TASK REQUIREMENTS — When you copy the data, keep every word exactly as it is and leave the pictures out.

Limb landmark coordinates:
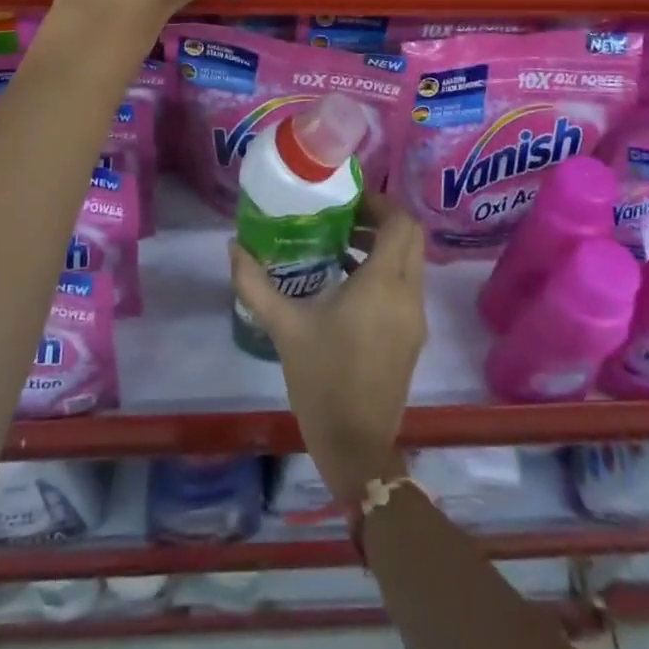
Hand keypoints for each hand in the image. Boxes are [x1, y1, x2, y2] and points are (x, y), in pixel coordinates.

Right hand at [230, 193, 427, 501]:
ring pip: (411, 262)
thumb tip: (233, 246)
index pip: (401, 222)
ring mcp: (415, 318)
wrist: (356, 447)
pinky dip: (387, 272)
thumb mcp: (284, 328)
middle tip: (344, 218)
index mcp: (383, 284)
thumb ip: (255, 284)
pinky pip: (407, 287)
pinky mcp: (412, 337)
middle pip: (411, 237)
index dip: (379, 202)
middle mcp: (408, 294)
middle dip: (382, 219)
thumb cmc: (322, 380)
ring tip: (340, 246)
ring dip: (384, 246)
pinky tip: (347, 284)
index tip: (347, 200)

WRITTEN ANSWER —
Hand keypoints for each hand in the image. Boxes are [x1, y1, x2, y2] and points are (x, y), in pixel coordinates.

Right hand at [230, 193, 427, 501]:
ring pip: (411, 262)
thumb tip: (233, 246)
index pip: (401, 222)
ring mcp: (415, 318)
wrist: (356, 447)
pinky dip: (387, 272)
thumb mcp: (284, 328)
middle tip: (344, 218)
index mcp: (383, 284)
thumb ip: (255, 284)
pinky pip: (407, 287)
pinky mcp: (412, 337)
middle pip: (411, 237)
index dip: (379, 202)
middle mcp: (408, 294)
middle dip: (382, 219)
thumb cmc: (322, 380)
ring tip: (340, 246)
ring dip: (384, 246)
pinky tip: (347, 284)
index tip: (347, 200)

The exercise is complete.